Find out if you can claim second-hand depreciating assets for your residential rental property

Second-hand depreciating assets for residential rental properties are depreciable items previously used or installed ready for use by you or another entity.

In most cases, they are things that were existing in:

  • a property when you purchased it
  • your private residence that was later rented out.

Items can include things like:

  • flooring, window coverings
  • air conditioners, washing machines, alarm systems, spas, pool pumps
  • items used for both the rental property and your own home.

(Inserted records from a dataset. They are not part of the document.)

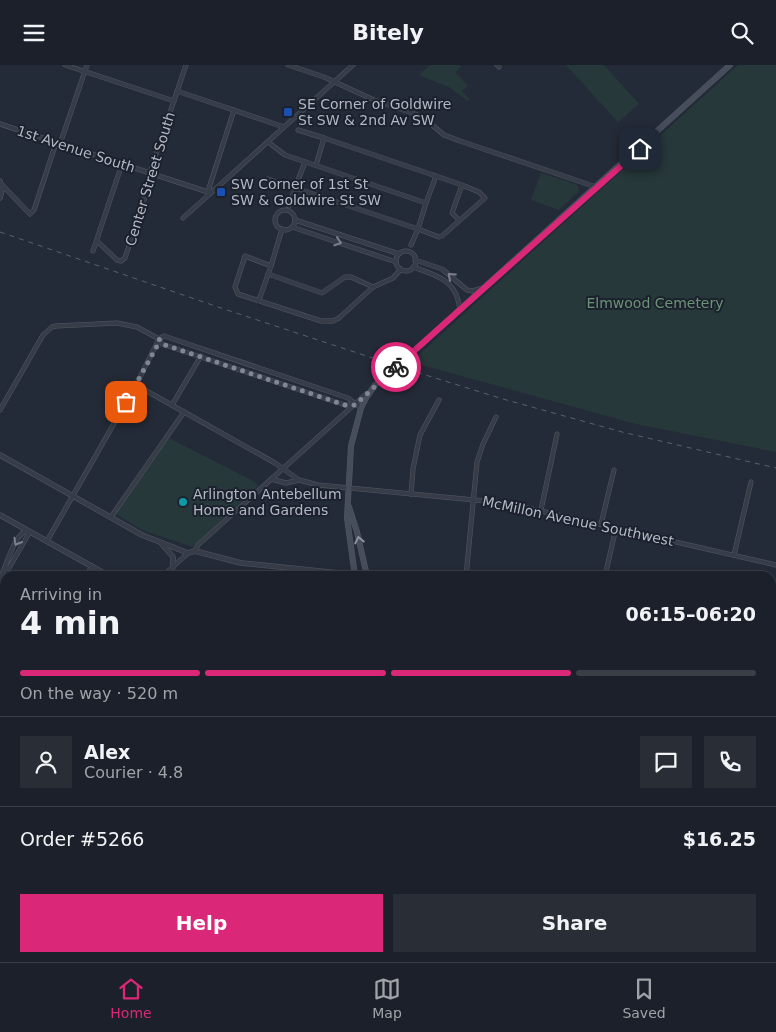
<!DOCTYPE html>
<html lang="en">
<head>
<meta charset="utf-8">
<style>
  body { margin:0; font-family:"DejaVu Sans",sans-serif; background:#282d36; color:#f1f3f6; height:100vh; display:flex; flex-direction:column; font-size:19px; white-space:nowrap }
  * { box-sizing:border-box; margin:0 }
  p { font-size:16px; color:#a0a3a8 }
  .icon { flex:none; width:28px; height:28px; fill:none; stroke:currentColor; stroke-width:2; stroke-linecap:round; stroke-linejoin:round }
  .map { position:relative; flex:1; overflow:hidden }
  .details { position:absolute; left:0px; top:506px; width:776px; height:391px; display:flex; flex-direction:column; background:#1b202a; border-radius:15px 15px 0 0; box-shadow:0 2px 8px #0003,0 0 0 1px #393e47 }
  .details>* { flex:none }
  .pin { position:absolute; display:grid; place-items:center; width:42px; height:42px; color:#fff; margin:-21px; border-radius:10px; box-shadow:0 2px 8px #0006 }
  .courier { position:absolute; display:grid; place-items:center; width:50px; height:50px; margin:-25px; border:4px solid #db2777; border-radius:50%; background:#fff; color:#222; box-shadow:0 1px 6px #0007 }
  .headline em { font-style:normal; font-weight:700 }
  .headline div { display:flex; flex-direction:column-reverse }
  .headline { display:flex; align-items:center; justify-content:space-between; height:85px; padding:0 20px }
  h1 { font-size:32px; font-weight:700; line-height:38px }
  .bar { display:grid; grid-template-columns:repeat(4,1fr); gap:8px 5px; align-content:center; height:60px; padding:0 20px }
  .bar i { height:6px; border-radius:4px; background:#393e47 }
  .bar .active { background:#db2777 }
  .bar p { grid-column:span 4 }
  .line { display:flex; align-items:center; gap:12px; padding:0 20px; border-top:1px solid #393e47 }
  .line div { flex:1 }
  .round { display:grid; place-items:center; flex:none; width:52px; height:52px; border-radius:0px; background:#282d36 }
  .primary-button { display:flex; gap:10px; margin-top:auto; padding:10px 20px }
  .primary-button a { flex:1; height:58px; border-radius:0px; background:#db2777; color:#fff; font-size:20px; font-weight:700; line-height:58px; text-align:center }
  .primary-button a+a { background:#282d36; color:#f1f3f6 }
  header { display:flex; justify-content:space-between; align-items:center; height:65px; padding:0 20px; background:#1b202a; font-size:22px; font-weight:700 }
  .dock { display:flex; justify-content:space-around; align-items:center; height:70px; border-top:1px solid #393e47; background:#1b202a; font-size:14px; color:#a0a3a8 }
  .dock a { display:grid; justify-items:center; gap:2px }
  .dock .active { color:#db2777 }
  .map>svg:first-child { display:block }
  .green { fill:#27383a }
  .lines { fill:none; stroke-linecap:round; stroke-linejoin:round }
  .river { stroke:#3a485f; stroke-width:8 }
  .minor-casing { stroke:#525863; stroke-width:5 }
  .tertiary-casing { stroke:#525863; stroke-width:5.5 }
  .secondary-casing { stroke:#525863; stroke-width:6 }
  .primary-casing { stroke:#404651; stroke-width:7 }
  .minor { stroke:#373d48; stroke-width:4 }
  .tertiary { stroke:#373d48; stroke-width:4.5 }
  .secondary { stroke:#464d5b; stroke-width:5 }
  .primary { stroke:#555c68; stroke-width:5.5 }
  .rail { stroke:#59616f; stroke-width:1; stroke-dasharray:5 5; stroke-linecap:butt }
  .oneway { stroke:#7b818c }
  .oneway2 { stroke:#8c939f }
  .done { stroke:#808793; stroke-width:5; stroke-dasharray:0 9 }
  .route { stroke:#db2777; stroke-width:6 }
  .transit-dot { fill:#1a4fb4; stroke:#1c222d; stroke-width:2 }
  .culture-dot { fill:#0f9aa8; stroke:#1c222d; stroke-width:2 }
  .labels { text-anchor:middle; dominant-baseline:central; stroke-width:4; stroke-linejoin:round; paint-order:stroke }
  .poi-label { font-size:14px; fill:#b2b8c4; stroke:#1c222d; text-anchor:start }
  .street-label { font-size:14px; fill:#b2b8c4; stroke:#1c222d }
  .park-label { font-size:14px; fill:#6b9376; stroke:#1c222d }
</style>
</head>
<body>
<header><svg class="icon" aria-label="menu" viewBox="0 0 24 24"><path d="M4 6h16M4 12h16M4 18h16"/></svg>Bitely<svg class="icon" aria-label="search" viewBox="0 0 24 24"><circle cx="10" cy="10" r="6"/><path d="M15 15l6 6"/></svg></header>
<div class="map">
<svg width="776" height="897" viewBox="0 0 776 897">
  <rect width="100%" height="100%" fill="#242b38"/>
  <g class="green">
    <path d="M430,0H459L461,2L455,7L468,21L462,26L470,35L468,36L449,22L419,10Z"/>
    <path d="M566,0H604L639,39L618,57Z"/>
    <path d="M738,0H776V387L636,359L411,297Z"/>
    <path d="M541,108L575,119L578,121L579,126L559,145L531,135Z"/>
    <path d="M169,373L255,417L258,421L193,482L142,465L116,449Z"/>
  </g>
  <g class="lines">
    <g class="river">
      <path d="M0,734L5,738"/>
      <path d="M214,892L220,897"/>
    </g>
    <defs>
      <g id="minor">
        <path d="M65,0L174,36"/>
        <path d="M288,0L324,12L374,35L415,49L425,54L444,70L460,76L596,122"/>
        <path d="M497,0L499,2"/>
        <path d="M177,26L284,62"/>
        <path d="M0,59L211,128"/>
        <path d="M298,65L324,73"/>
        <path d="M268,77L285,90L426,138L436,111L324,73L316,100"/>
        <path d="M60,79L87,0"/>
        <path d="M305,97L295,123L418,164L426,138"/>
        <path d="M436,111L462,120L452,148L459,155"/>
        <path d="M268,114L295,123L289,141"/>
        <path d="M2,120L30,149L34,145L56,78"/>
        <path d="M211,128L209,123L234,45"/>
        <circle cx="285" cy="155" r="10"/>
        <path d="M183,153L353,0"/>
        <path d="M295,155L399,189"/>
        <path d="M292,162L396,197"/>
        <path d="M282,164L271,201L245,191L235,222L238,229L321,256H333L339,253L373,222L393,213L401,204"/>
        <path d="M97,176L117,195L121,196L125,193L151,114V104L186,0"/>
        <path d="M411,180L418,164L439,172L442,171L485,133L479,127L462,120"/>
        <path d="M93,186L122,99"/>
        <circle cx="406" cy="196" r="10"/>
        <path d="M415,195L442,204L467,225L472,226L483,223"/>
        <path d="M413,202C438,211 457,215 460,245"/>
        <path d="M268,209L322,228L345,212H351L373,222"/>
        <path d="M259,235L271,201"/>
        <path d="M159,274L164,271L348,333L361,343"/>
        <path d="M136,320L275,398L299,415L318,420L506,438L776,500"/>
        <path d="M172,340L201,291"/>
        <path d="M0,345L43,270L52,262L56,261L117,258L137,262L159,274L162,279L345,340H355"/>
        <path d="M271,414L286,418L299,415"/>
        <path d="M411,429L413,404L420,370L439,335"/>
        <path d="M541,445L557,369"/>
        <path d="M111,452L184,347"/>
        <path d="M601,459L614,405"/>
        <path d="M47,476L136,320L159,274"/>
        <path d="M195,486L198,480L366,329"/>
        <path d="M734,490L751,417"/>
        <path d="M86,511L92,501"/>
        <path d="M163,511L188,488"/>
        <path d="M466,511L477,397L483,379L496,352"/>
        <path d="M605,511L616,463"/>
        <path d="M0,513C7,501 13,471 27,465L28,470L9,503L5,504"/>
        <path d="M771,587L776,588"/>
        <path d="M0,591L5,594"/>
        <path d="M771,728L776,729"/>
        <path d="M771,772L776,773"/>
        <path d="M0,830L5,827"/>
        <path d="M771,861L776,862"/>
        <path d="M272,892L280,897"/>
        <path d="M471,892L478,897"/>
        <path d="M543,892L547,897"/>
        <path d="M262,897L263,892"/>
        <path d="M500,897L506,892"/>
        <path d="M710,897L711,892"/>
      </g>
      <g id="tertiary">
        <path d="M0,116L2,125L0,133"/>
        <path d="M0,390L142,470L188,488L195,486L241,498L368,511"/>
        <path d="M0,450L109,511"/>
        <path d="M162,479L173,492V502"/>
        <path d="M771,667L776,671"/>
        <path d="M771,674L776,678"/>
      </g>
      <g id="secondary">
        <path d="M349,442L357,467L367,511"/>
        <path d="M355,511L347,453L351,381L361,343L366,333L375,320L393,305L730,0"/>
        <path d="M610,892L613,897"/>
        <path d="M404,897L406,892"/>
      </g>
      <g id="primary">
        <path d="M0,849L5,853"/>
        <path d="M55,892L61,897"/>
      </g>
    </defs>
    <use href="#minor" class="minor-casing"/>
    <use href="#tertiary" class="tertiary-casing"/>
    <use href="#secondary" class="secondary-casing"/>
    <use href="#primary" class="primary-casing"/>
    <use href="#minor" class="minor"/>
    <use href="#tertiary" class="tertiary"/>
    <use href="#secondary" class="secondary"/>
    <use href="#primary" class="primary"/>
    <g class="rail">
      <path d="M0,167L221,243L406,304L503,334L622,367L776,403"/>
      <path d="M0,749L5,753"/>
      <path d="M198,892L204,897"/>
    </g>
  </g>
  <defs><path id="oneway-chevron" d="M-2-3.5L2.5 0L-2 3.5" fill="none" stroke-width="1.6" stroke-linecap="round" stroke-linejoin="round" transform="scale(1.25)"/></defs>
  <g class="oneway">
    <use href="#oneway-chevron" transform="translate(338 177) rotate(18)"/>
    <use href="#oneway-chevron" transform="translate(451 211) rotate(-138)"/>
    <use href="#oneway-chevron" transform="translate(17 477) rotate(120)"/>
  </g>
  <use class="oneway2" href="#oneway-chevron" transform="translate(359 475) rotate(-102)"/>
  <g class="lines">
    <path class="done" d="M126,337L157,281L159,274L162,279L345,340H355L396,302"/>
    <path class="route" d="M396,302L640,84"/>
  </g>
  <g class="transit-dot">
    <rect x="283" y="42" width="10" height="10" rx="2.5"/>
    <rect x="216" y="122" width="10" height="10" rx="2.5"/>
  </g>
  <circle class="culture-dot" cx="183" cy="437" r="5"/>
  <g class="labels">
    <g class="poi-label">
      <text x="298" y="39">SE Corner of Goldwire<tspan x="298" dy="16">St SW &amp; 2nd Av SW</tspan></text>
      <text x="231" y="119">SW Corner of 1st St<tspan x="231" dy="16">SW &amp; Goldwire St SW</tspan></text>
      <text x="193" y="429">Arlington Antebellum<tspan x="193" dy="16">Home and Gardens</tspan></text>
    </g>
    <g class="street-label">
      <text transform="translate(76 84) rotate(18)">1st Avenue South</text>
      <text transform="translate(150 114) rotate(-73)">Center Street South</text>
      <text transform="translate(578 456) rotate(12)">McMillon Avenue Southwest</text>
    </g>
    <g class="park-label">
      <text x="655" y="238">Elmwood Cemetery</text>
    </g>
  </g>
</svg>
<div class="pin" style="left:126px;top:337px;background:#ea580c"><svg class="icon" aria-label="bag" viewBox="0 0 24 24"><path d="M5 8h14l-1 12H6zM9 8a3 3 0 0 1 6 0"/></svg></div>
<div class="pin" style="left:640px;top:84px;background:#1f2937"><svg class="icon" aria-label="home" viewBox="0 0 24 24"><path d="M3 11l9-7 9 7M6 9v11h12V9"/></svg></div>
<div class="courier" style="left:396px;top:302px"><svg class="icon" aria-label="bike" viewBox="0 0 24 24"><circle cx="6" cy="16" r="4"/><circle cx="18" cy="16" r="4"/><path d="M6 16l4-8h5l3 8M10 8l3 8H6M13 5h3"/></svg></div>
<section class="details">
<div class="headline"><div><h1>4 min</h1><p>Arriving in</p></div><em>06:15–06:20</em></div>
<div class="bar"><i class="active"></i><i class="active"></i><i class="active"></i><i></i><p>On the way · 520 m</p></div>
<div class="line" style="height:90px"><a class="round"><svg class="icon" aria-label="person" viewBox="0 0 24 24"><circle cx="12" cy="8" r="4"/><path d="M4 21q1-7 8-7t8 7"/></svg></a><div><b>Alex</b><p>Courier · 4.8</p></div><a class="round"><svg class="icon" aria-label="chat" viewBox="0 0 24 24"><path d="M4 5h16v11H9l-5 4z"/></svg></a><a class="round"><svg class="icon" aria-label="phone" viewBox="0 0 24 24"><path d="M5 4h4l2 5-3 2q2 4 5 5l2-3 5 2v4C11 20 4 13 5 4z"/></svg></a></div>
<div class="line" style="height:65px"><div>Order #5266</div><b>$16.25</b></div>
<div class="primary-button"><a>Help</a><a>Share</a></div>
</section>
</div>
<nav class="dock">
<a class="active"><svg class="icon" aria-label="home" viewBox="0 0 24 24"><path d="M3 11l9-7 9 7M6 9v11h12V9"/></svg>Home</a>
<a><svg class="icon" aria-label="map" viewBox="0 0 24 24"><path d="M3 6l6-2 6 2 6-2v14l-6 2-6-2-6 2zM9 4v14M15 6v14"/></svg>Map</a>
<a><svg class="icon" aria-label="saved" viewBox="0 0 24 24"><path d="M7 4h10v16l-5-4-5 4z"/></svg>Saved</a>
</nav>
</body>
</html>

Since 1 July 2017, you can’t claim the decline in value of second-hand depreciating assets, unless the property is used for carrying on a business (for example a hotel) or they are an excluded entity. The change doesn’t apply to properties rented out prior to this date, or where the property is either:

  • newly built
  • substantially renovated (where all or most of a building is removed or replaced), and
    • no-one else has claimed a deduction for the assets
    • no-one resided in the property before your clients acquired it, or
    • you acquired the property within six months of the build or substantial renovation. 

To help get it right, here are a few questions to ask yourself:

  • When did you purchase the property?
  • Was it a new or existing build?
  • Did you live in the property before renting it out?
  • When did you start renting out the property?
  • Was the asset already in the rental property when you bought it?
  • Is the property used for business purposes?